BUENOS AIRES, Feb 17 (Reuters) - Argentine media conglomerate Grupo Clarin can break up its operations into distinct companies and avoid a forced dismantling to comply with a new media ownership law, the state media regulator said on Monday.
Grupo Clarin will have six months to reorganize its radio and television outlets into half a dozen independent companies under a proposal drawn up by the group last year after it lost a four-year-long legal battle against the law.
The plan’s approval by regulator Afsca, headed by a political ally of President Cristina Fernandez, will let Clarin sell its operating licenses or redistribute ownership of stocks.
Clarin is Argentina’s biggest media group, controlling the country’s main cable television operator, its most read newspaper, the most popular radio stations and two television channels with the widest audiences.
Fernandez’ anti-monopoly media law, passed in 2009 and upheld by the Supreme Court last year, limits the number of audiovisual licenses that can be controlled by one company.

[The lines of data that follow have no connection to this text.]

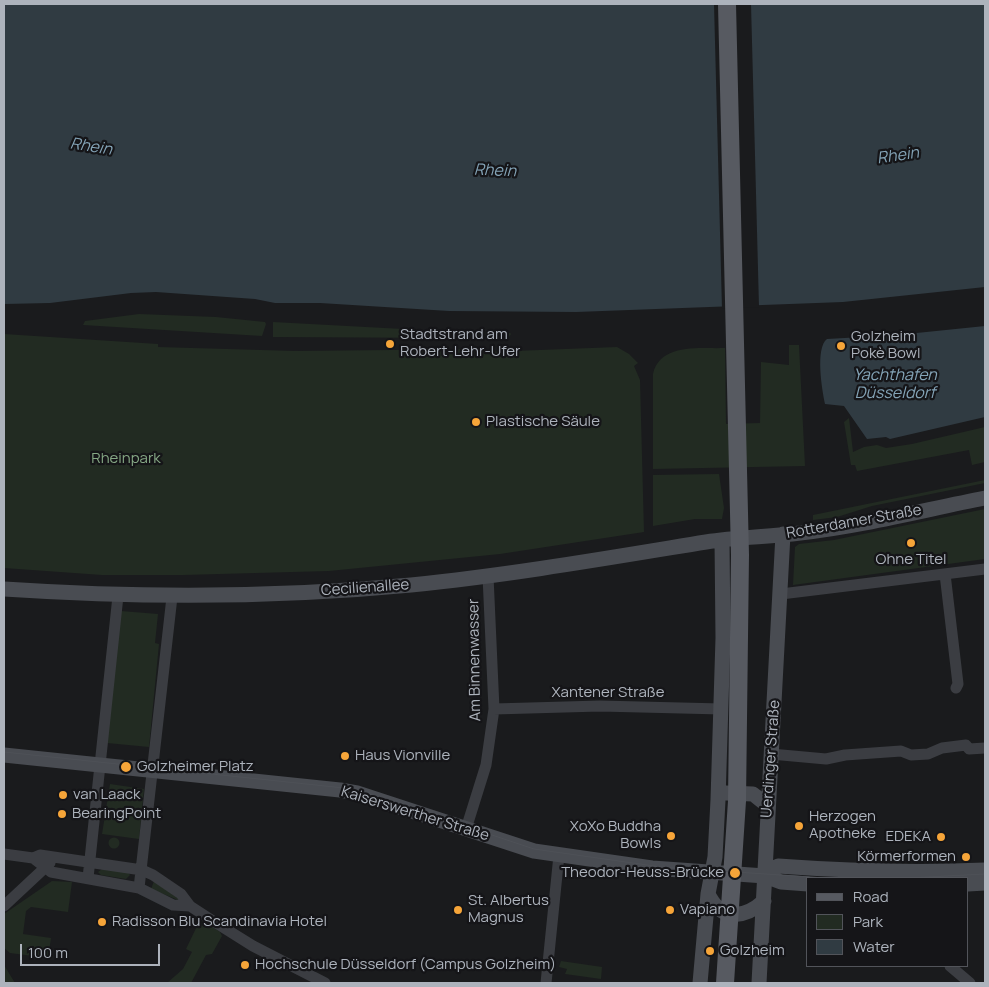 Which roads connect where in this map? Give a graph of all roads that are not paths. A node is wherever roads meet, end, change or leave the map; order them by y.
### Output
1 (727, 4) edge
2 (739, 4) edge
3 (745, 477) junction
4 (985, 498) edge
5 (783, 534) junction
6 (722, 540) junction
7 (985, 569) edge
8 (945, 574) junction
9 (488, 576) junction
10 (4, 589) edge
11 (781, 594) junction
12 (118, 596) junction
13 (172, 597) junction
14 (956, 688) dead end
15 (494, 709) junction
16 (722, 709) junction
17 (985, 748) edge
18 (771, 754) junction
19 (4, 755) edge
20 (99, 765) junction
21 (152, 770) junction
22 (718, 800) junction
23 (768, 806) junction
24 (466, 829) junction
25 (4, 854) edge
26 (558, 855) junction
27 (33, 858) junction
28 (58, 858) junction
29 (90, 863) junction
30 (45, 868) junction
31 (142, 870) junction
32 (985, 870) edge
33 (712, 872) junction
34 (765, 876) junction
35 (88, 878) junction
36 (985, 883) edge
37 (806, 884) edge
38 (969, 884) edge
39 (139, 888) junction
40 (708, 894) junction
41 (764, 901) junction
42 (4, 906) edge
43 (190, 906) junction
44 (733, 938) junction
45 (951, 967) edge
46 (325, 983) edge
47 (546, 983) edge
48 (700, 983) edge
49 (725, 983) edge
50 (736, 983) edge
51 (759, 983) edge
52 (970, 983) edge

1 - 3 main road
2 - 3 main road
3 - 44 main road
4 - 5 street, Rotterdamer Straße
5 - 6 street, Rotterdamer Straße
5 - 11 street, Uerdinger Straße
6 - 9 street, Cecilienallee
6 - 16 street
7 - 8 street
8 - 11 street
8 - 14 street
9 - 13 street, Cecilienallee
9 - 15 street, Am Binnenwasser
10 - 12 street, Cecilienallee
11 - 18 street, Uerdinger Straße
12 - 13 street, Cecilienallee
12 - 20 street
13 - 21 street
15 - 16 street, Xantener Straße
15 - 24 street, Am Binnenwasser
16 - 22 street
17 - 18 street
18 - 23 street, Uerdinger Straße
19 - 20 street, Kaiserswerther Straße
20 - 21 street, Kaiserswerther Straße
20 - 29 street
21 - 24 street, Kaiserswerther Straße
21 - 31 street
22 - 23 street
22 - 33 street
23 - 34 street, Uerdinger Straße
24 - 26 street, Kaiserswerther Straße
25 - 27 street
26 - 33 street, Kaiserswerther Straße
26 - 47 street
27 - 28 street
27 - 30 street
28 - 29 street
28 - 30 street
29 - 31 street
29 - 35 street
30 - 35 street
30 - 42 street
31 - 39 street
31 - 43 street
32 - 34 street, Kaiserswerther Straße
33 - 34 street, Kaiserswerther Straße
33 - 40 street
34 - 37 street, Kaiserswerther Straße
34 - 41 street, Uerdinger Straße
35 - 39 street
36 - 38 street
39 - 43 street
40 - 41 street
40 - 48 street
41 - 51 street, Uerdinger Straße
43 - 46 street
44 - 49 main road
44 - 50 main road
45 - 52 street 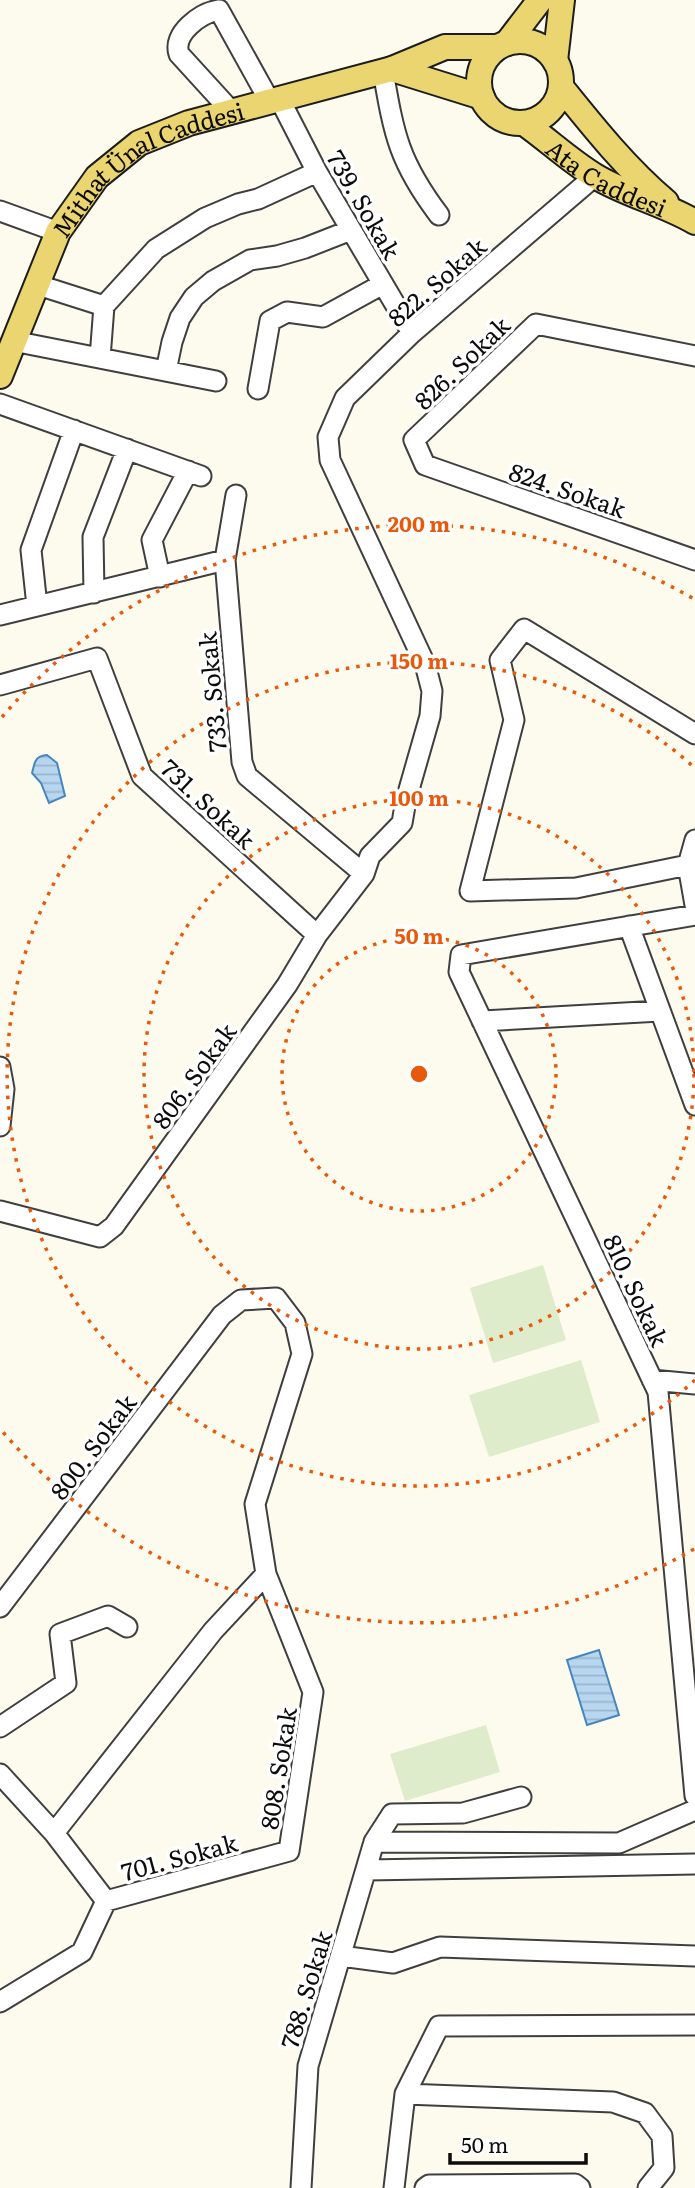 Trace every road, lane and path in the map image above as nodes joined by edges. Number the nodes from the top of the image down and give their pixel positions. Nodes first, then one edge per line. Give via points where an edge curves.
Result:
1 (540, 0) edge
2 (562, 0) edge
3 (503, 45) junction
4 (555, 61) junction
5 (387, 69) junction
6 (561, 87) junction
7 (482, 97) junction
8 (274, 99) junction
9 (231, 111) junction
10 (524, 123) junction
11 (317, 172) junction
12 (595, 176) junction
13 (0, 211) edge
14 (439, 215) dead end
15 (688, 218) edge
16 (351, 230) junction
17 (58, 232) junction
18 (35, 284) junction
19 (383, 284) junction
20 (104, 306) junction
21 (412, 333) junction
22 (13, 341) junction
23 (695, 356) edge
24 (100, 358) junction
25 (166, 371) junction
26 (0, 376) edge
27 (216, 381) dead end
28 (258, 389) dead end
29 (0, 404) edge
30 (74, 430) junction
31 (328, 437) joint
32 (127, 449) junction
33 (425, 465) joint
34 (236, 495) dead end
35 (225, 560) junction
36 (695, 560) edge
37 (160, 577) junction
38 (94, 593) junction
39 (37, 606) junction
40 (0, 615) edge
41 (0, 685) edge
42 (695, 734) edge
43 (695, 839) edge
44 (688, 865) junction
45 (364, 874) junction
46 (695, 905) edge
47 (695, 915) edge
48 (629, 926) junction
49 (317, 935) junction
50 (660, 1011) junction
51 (482, 1021) junction
52 (0, 1067) edge
53 (695, 1104) edge
54 (0, 1126) edge
55 (0, 1211) edge
56 (652, 1380) junction
57 (695, 1384) edge
58 (266, 1574) junction
59 (0, 1607) edge
60 (127, 1627) dead end
61 (0, 1727) edge
62 (0, 1774) edge
63 (695, 1796) edge
64 (521, 1797) dead end
65 (695, 1810) edge
66 (54, 1833) junction
67 (373, 1842) junction
68 (289, 1851) joint
69 (695, 1864) edge
70 (367, 1870) junction
71 (106, 1901) junction
72 (341, 1956) junction
73 (695, 1956) edge
74 (0, 2002) edge
75 (695, 2025) edge
76 (405, 2094) junction
77 (301, 2188) edge
78 (394, 2188) edge
79 (425, 2188) edge
80 (580, 2188) edge
81 (648, 2188) edge

1 - 3 main road
2 - 4 main road
3 - 4 main road via 534,44
3 - 5 main road, Mithat Ünal Caddesi via 445,47
3 - 7 main road via 486,59 481,71
4 - 6 main road
5 - 7 main road
5 - 8 main road, Mithat Ünal Caddesi
5 - 14 street via 390,114 402,155
6 - 10 main road via 548,112
6 - 15 main road via 639,179
7 - 10 main road via 499,117
8 - 9 main road, Mithat Ünal Caddesi
8 - 9 street, 739. Sokak via 219,10 211,12 179,37 177,49
8 - 11 street, 739. Sokak
9 - 17 main road, Mithat Ünal Caddesi via 139,143 97,177
10 - 12 main road, Ata Caddesi
11 - 16 street, 739. Sokak
11 - 20 street via 205,218 156,249
12 - 15 main road, Ata Caddesi
12 - 21 street, 822. Sokak
13 - 17 street
16 - 19 street, 739. Sokak
16 - 25 street via 296,251 250,260 213,281 180,318
17 - 18 main road, Mithat Ünal Caddesi
18 - 20 street
18 - 22 main road, Mithat Ünal Caddesi
19 - 21 street, 739. Sokak
19 - 28 street via 323,317 287,312 270,321
20 - 24 street
21 - 31 street, 822. Sokak via 345,398
22 - 24 street
22 - 26 main road, Mithat Ünal Caddesi
23 - 33 street, 826. Sokak via 536,324 414,440
24 - 25 street
25 - 27 street
29 - 30 street
30 - 32 street
30 - 39 street via 31,550
31 - 45 street, 806. Sokak via 330,460 425,664 432,691 430,716 402,823 370,856
32 - 37 street via 194,474 152,540
32 - 38 street via 93,537
33 - 36 street, 824. Sokak
34 - 35 street, 733. Sokak
35 - 37 street
35 - 45 street, 733. Sokak via 242,762 247,776
37 - 38 street
38 - 39 street
39 - 40 street
41 - 49 street, 731. Sokak via 97,658 142,776
42 - 44 street via 524,629 500,660 514,720 470,891 576,888
43 - 44 street
44 - 46 street
45 - 49 street, 806. Sokak
47 - 48 street
48 - 50 street
48 - 51 street, 810. Sokak via 461,955 459,972
49 - 55 street, 806. Sokak via 287,985 114,1226 100,1237
50 - 51 street
50 - 53 street
51 - 56 street, 810. Sokak
52 - 54 street via 4,1089
56 - 57 street
56 - 63 street, 810. Sokak via 658,1392
58 - 59 street, 800. Sokak via 255,1504 302,1354 295,1323 276,1298 241,1300 222,1315
58 - 66 street via 214,1631
58 - 68 street, 808. Sokak via 313,1692
60 - 61 street via 108,1616 60,1633 66,1683
62 - 66 street
64 - 67 street, 788. Sokak via 463,1813 392,1814
65 - 67 street via 619,1843
66 - 71 street
67 - 70 street, 788. Sokak
68 - 71 street, 701. Sokak
69 - 70 street
70 - 72 street, 788. Sokak
71 - 74 street, 701. Sokak via 82,1952
72 - 73 street via 393,1963 440,1947
72 - 77 street, 788. Sokak via 308,2066
75 - 76 street via 439,2026
76 - 78 street
76 - 81 street via 613,2102 645,2113 662,2136 664,2168
79 - 80 street via 575,2184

“We are moving toward a much more plural, democratic and free panorama of audiovisual services, with no one owner imposing conditions and an agenda on other news outlets,” the president of Afsca, Martin Sabbatella, said in a statement on Monday.
Clarin has called the law an affront to freedom of speech and part of a bid to punish government critics.
Fernandez used to have harmonious ties with Grupo Clarin and its chief executive officer, Hector Magnetto, before the company’s news outlets criticized her government over its handling of tax protests by farmers in 2008.